→ **ABOUT THIS TASK**:
From the records below, output exactly the lines running from the line containing "display:flex; gap:12px; padding:18px" through the line containing "<strong>Pathlet</strong>", and no others.

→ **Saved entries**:

● ● ● ● ● ● ●

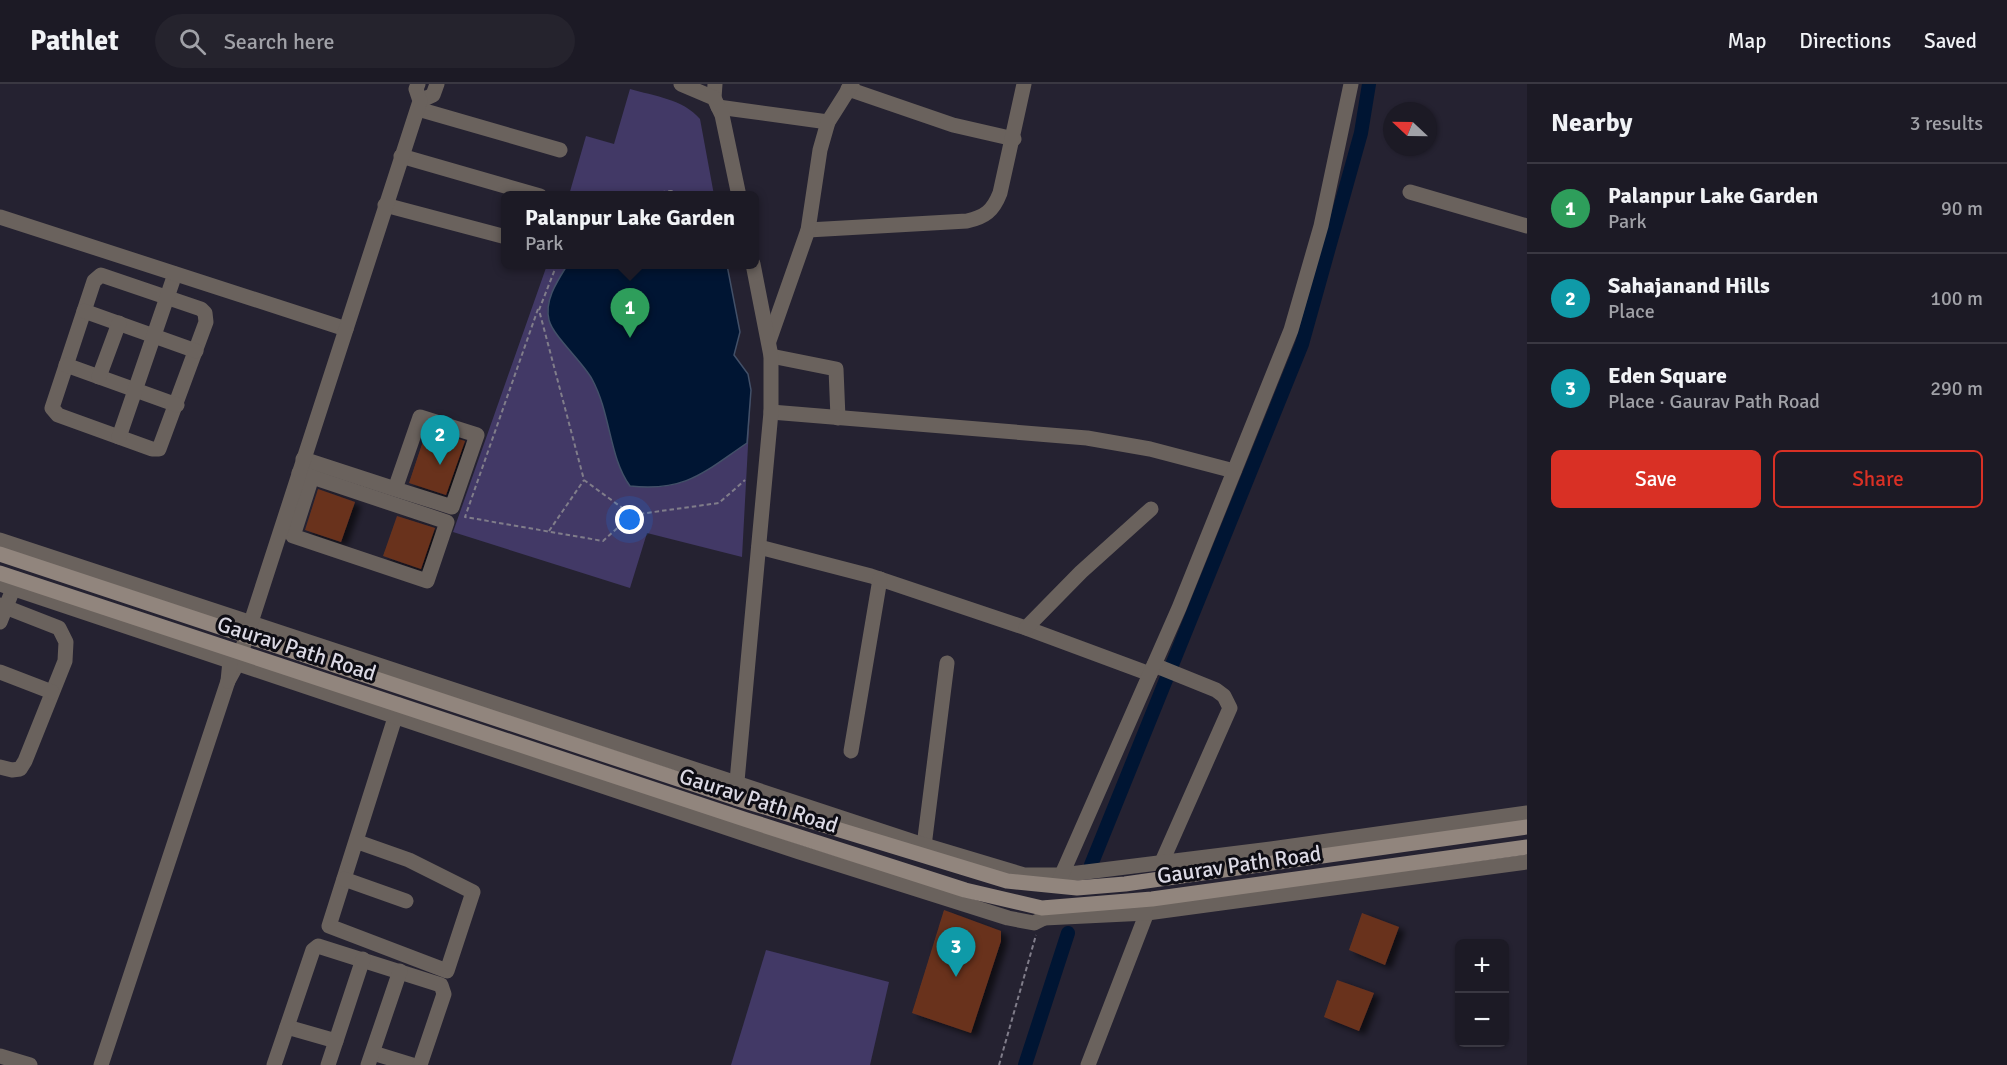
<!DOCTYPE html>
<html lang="en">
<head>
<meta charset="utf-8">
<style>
  body { margin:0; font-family:Signika,sans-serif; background:#25232d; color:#f1f3f6 }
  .controls { position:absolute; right:18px; bottom:18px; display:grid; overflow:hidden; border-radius:9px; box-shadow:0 2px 4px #0004 }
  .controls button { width:54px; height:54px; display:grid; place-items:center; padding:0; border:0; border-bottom:2px solid #3a3842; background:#1c1a25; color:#f1f3f6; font:30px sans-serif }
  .compass { position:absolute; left:1383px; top:18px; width:54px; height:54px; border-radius:50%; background:#1c1a25; box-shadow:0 2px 4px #0004; rotate:292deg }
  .you { position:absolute; left:630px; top:436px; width:21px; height:21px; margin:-15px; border:4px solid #fff; border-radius:50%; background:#1a73e8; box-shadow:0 0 0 9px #1a73e833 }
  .badge { display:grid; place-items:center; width:39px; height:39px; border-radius:50%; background:#d93025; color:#fff; font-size:20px; font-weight:700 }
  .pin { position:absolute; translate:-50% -50px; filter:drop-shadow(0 2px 3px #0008) }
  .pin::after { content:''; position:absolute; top:32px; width:21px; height:18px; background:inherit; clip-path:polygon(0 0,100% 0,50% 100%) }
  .popup { position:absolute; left:501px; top:107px; width:258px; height:78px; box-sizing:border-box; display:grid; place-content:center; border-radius:9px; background:#1c1a25; filter:drop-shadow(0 2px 4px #0005); font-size:20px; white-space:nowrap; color:#a0a1a7 }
  .popup b { font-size:22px; color:#f1f3f6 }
  .popup::after { content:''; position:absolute; left:50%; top:100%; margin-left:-12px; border:12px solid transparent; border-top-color:#1c1a25 }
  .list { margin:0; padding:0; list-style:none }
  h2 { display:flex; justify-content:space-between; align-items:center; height:78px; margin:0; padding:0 24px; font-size:26px }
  h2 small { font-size:20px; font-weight:400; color:#a0a1a7 }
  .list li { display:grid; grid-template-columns:39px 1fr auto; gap:18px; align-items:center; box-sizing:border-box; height:90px; padding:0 24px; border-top:2px solid #3a3842 }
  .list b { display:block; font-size:22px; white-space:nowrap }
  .list p { margin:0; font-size:20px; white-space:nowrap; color:#a0a1a7 }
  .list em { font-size:20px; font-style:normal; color:#a0a1a7 }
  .actions { display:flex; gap:12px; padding:18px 24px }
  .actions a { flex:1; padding:14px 0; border:2px solid #d93025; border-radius:9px; text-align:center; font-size:21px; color:#d93025 }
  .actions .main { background:#d93025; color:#fff }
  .icon { flex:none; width:33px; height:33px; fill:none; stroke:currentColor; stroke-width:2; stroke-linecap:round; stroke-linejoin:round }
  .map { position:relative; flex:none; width:1527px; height:981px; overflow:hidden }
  header { display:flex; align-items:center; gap:36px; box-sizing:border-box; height:84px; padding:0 30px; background:#1c1a25; border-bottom:2px solid #3a3842 }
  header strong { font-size:28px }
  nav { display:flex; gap:33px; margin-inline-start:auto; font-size:21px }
  .search { width:420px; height:54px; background:#25232d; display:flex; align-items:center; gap:15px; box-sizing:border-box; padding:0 21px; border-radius:33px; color:#a0a1a7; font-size:22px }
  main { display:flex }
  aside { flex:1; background:#1c1a25 }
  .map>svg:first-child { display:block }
</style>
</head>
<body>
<header>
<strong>Pathlet</strong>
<div class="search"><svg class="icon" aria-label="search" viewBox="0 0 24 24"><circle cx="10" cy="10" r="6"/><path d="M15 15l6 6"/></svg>Search here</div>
<nav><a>Map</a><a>Directions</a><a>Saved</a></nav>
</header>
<main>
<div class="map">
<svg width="1527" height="981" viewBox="0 0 1527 981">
  <defs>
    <filter id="shadow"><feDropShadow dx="6" dy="4" stdDeviation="3" flood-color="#0009"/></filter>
  </defs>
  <rect width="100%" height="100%" fill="#252231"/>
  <g fill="#423966">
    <path d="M630,5C654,12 683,15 700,35L714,111H569L586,52L614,60Z"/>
    <path d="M547,181H727L740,248L734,271L748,290L751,306L742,473L647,449L630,504L453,448Z"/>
    <path d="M766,866L889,898L870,981H731Z"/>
  </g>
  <path fill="#001533" stroke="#425068" stroke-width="1.5" d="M568,180L727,181L740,248L734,271L748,290L751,306L747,359C704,388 686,408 630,402C609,373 611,330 592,295C582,277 553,252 549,236C544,216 558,196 568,180Z"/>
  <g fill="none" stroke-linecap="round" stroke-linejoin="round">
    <g stroke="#001533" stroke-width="14">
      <path d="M1091,781L1302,260L1361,49L1369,0"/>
      <path d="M1025,981L1068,849"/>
    </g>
  </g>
  <g fill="#69331f" filter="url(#shadow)">
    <path d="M427,345L465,357L446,411L409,399Z"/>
    <path d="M318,405L355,418L341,458L305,446Z"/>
    <path d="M397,432L435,444L421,485L383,472Z"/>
    <path d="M944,826L1001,847V857L971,949L912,929Z"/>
    <path d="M1362,829L1399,843L1385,881L1349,866Z"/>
    <path d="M1337,896L1374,909L1359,947L1324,933Z"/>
  </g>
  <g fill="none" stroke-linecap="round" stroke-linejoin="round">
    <g stroke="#807d8a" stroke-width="2" stroke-dasharray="4.5 3" stroke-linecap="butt">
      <path d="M631,112L671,107L686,112"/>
      <path d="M557,180L539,226L584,396L632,431L719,419L745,396"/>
      <path d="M538,225L465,433L603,457L632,431"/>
      <path d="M549,447L584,396"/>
      <path d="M999,981L1036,851"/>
    </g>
    <g stroke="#6a625d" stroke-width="15">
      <path d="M848,5L953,41L1014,55"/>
      <path d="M714,14L715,0"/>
      <path d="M718,23L828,38"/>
      <path d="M418,25L560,66"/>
      <path d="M401,72L540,112"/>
      <path d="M1410,108L1527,142"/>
      <path d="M385,121L506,153"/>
      <path d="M808,146L967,137C985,133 993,127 1000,109L1024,0"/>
      <path d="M101,191L201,225L205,229L206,238L159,365H152L58,331L52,324L94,197Z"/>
      <path d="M84,227L196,267"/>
      <path d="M769,257L808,146L820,66L828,38L852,0"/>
      <path d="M771,272L836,285L838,334"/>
      <path d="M66,281L177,321"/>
      <path d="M99,293L119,239"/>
      <path d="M771,328L1087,354L1150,365L1234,387"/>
      <path d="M119,353L175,190"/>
      <path d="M303,375L395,405L420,333L477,351L452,423L395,405"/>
      <path d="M299,389L312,393L447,438L427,497L293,452L312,393"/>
      <path d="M759,463L871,492L1026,544L1150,590"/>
      <path d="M0,521L59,544L66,558L65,577L25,677L20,685L12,686L0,683"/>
      <path d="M0,538L17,495"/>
      <path d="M1026,544L1081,488L1151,425"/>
      <path d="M1154,581L1216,606L1224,612L1230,624L1161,780"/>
      <path d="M0,588L52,608"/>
      <path d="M851,667L880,495"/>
      <path d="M358,758L409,776L473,808L447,887L329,842L399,621"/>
      <path d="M923,770L947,579"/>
      <path d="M344,795L406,817"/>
      <path d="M287,943L336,957"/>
      <path d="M373,969L412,981"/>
      <path d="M0,972L30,981"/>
      <path d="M101,981L228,597L234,586"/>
      <path d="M274,981L313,866L318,862L441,901L444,910L420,981"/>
      <path d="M328,981L363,875"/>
      <path d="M368,981L400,887"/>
      <path d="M1088,981L1151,818"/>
    </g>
    <g stroke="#6a625d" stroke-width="15">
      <path d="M681,0L714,14L722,31L739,112"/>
      <path d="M420,17L433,11L437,0"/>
      <path d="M0,133L346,245"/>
      <path d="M0,456L924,761L1024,791H1062L1278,764L1527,729"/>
      <path d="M0,500L799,768L1008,834L1034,839L1044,834L1047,824"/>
      <path d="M241,569L420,17L416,5L418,0"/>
      <path d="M228,597L231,567"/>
      <path d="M736,708L771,328V272L753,180"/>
      <path d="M1059,797L1179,524L1291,246L1321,142L1351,0"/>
      <path d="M1044,834L1147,829L1527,778"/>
    </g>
    <g stroke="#91857d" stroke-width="15">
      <path d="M0,470L735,714L1007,797L1077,804L1125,800L1527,743"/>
      <path d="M0,489L747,736L965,806L1042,824L1152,815L1527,763"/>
    </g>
  </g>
  <g text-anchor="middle" stroke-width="6" stroke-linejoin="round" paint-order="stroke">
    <g font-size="22" fill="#dbd9e4" stroke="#0e0d14">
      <text transform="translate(297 564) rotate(18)" y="8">Gaurav Path Road</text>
      <text transform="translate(759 716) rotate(18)" y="8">Gaurav Path Road</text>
      <text transform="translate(1239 780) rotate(-8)" y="8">Gaurav Path Road</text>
    </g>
  </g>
</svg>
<div class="controls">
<button>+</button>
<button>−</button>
</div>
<svg class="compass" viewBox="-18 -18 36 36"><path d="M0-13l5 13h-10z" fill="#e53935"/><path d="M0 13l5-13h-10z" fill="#a0a1a7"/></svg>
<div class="you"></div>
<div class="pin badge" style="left:630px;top:254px;background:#2e9e5b">1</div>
<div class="popup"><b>Palanpur Lake Garden</b>Park</div>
<div class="pin badge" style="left:440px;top:381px;background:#0f9aa8">2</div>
<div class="pin badge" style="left:956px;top:893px;background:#0f9aa8">3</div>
</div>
<aside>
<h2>Nearby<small>3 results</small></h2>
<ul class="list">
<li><span class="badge" style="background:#2e9e5b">1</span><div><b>Palanpur Lake Garden</b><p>Park</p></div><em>90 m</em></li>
<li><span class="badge" style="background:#0f9aa8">2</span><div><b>Sahajanand Hills</b><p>Place</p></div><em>100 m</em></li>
<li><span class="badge" style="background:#0f9aa8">3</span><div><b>Eden Square</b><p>Place · Gaurav Path Road</p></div><em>290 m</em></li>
</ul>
<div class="actions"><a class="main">Save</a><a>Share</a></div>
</aside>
</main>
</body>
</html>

● ● ● ● ● ● ●

→ **ANSWER TO THE PROBLEM**:
  .actions { display:flex; gap:12px; padding:18px 24px }
  .actions a { flex:1; padding:14px 0; border:2px solid #d93025; border-radius:9px; text-align:center; font-size:21px; color:#d93025 }
  .actions .main { background:#d93025; color:#fff }
  .icon { flex:none; width:33px; height:33px; fill:none; stroke:currentColor; stroke-width:2; stroke-linecap:round; stroke-linejoin:round }
  .map { position:relative; flex:none; width:1527px; height:981px; overflow:hidden }
  header { display:flex; align-items:center; gap:36px; box-sizing:border-box; height:84px; padding:0 30px; background:#1c1a25; border-bottom:2px solid #3a3842 }
  header strong { font-size:28px }
  nav { display:flex; gap:33px; margin-inline-start:auto; font-size:21px }
  .search { width:420px; height:54px; background:#25232d; display:flex; align-items:center; gap:15px; box-sizing:border-box; padding:0 21px; border-radius:33px; color:#a0a1a7; font-size:22px }
  main { display:flex }
  aside { flex:1; background:#1c1a25 }
  .map>svg:first-child { display:block }
</style>
</head>
<body>
<header>
<strong>Pathlet</strong>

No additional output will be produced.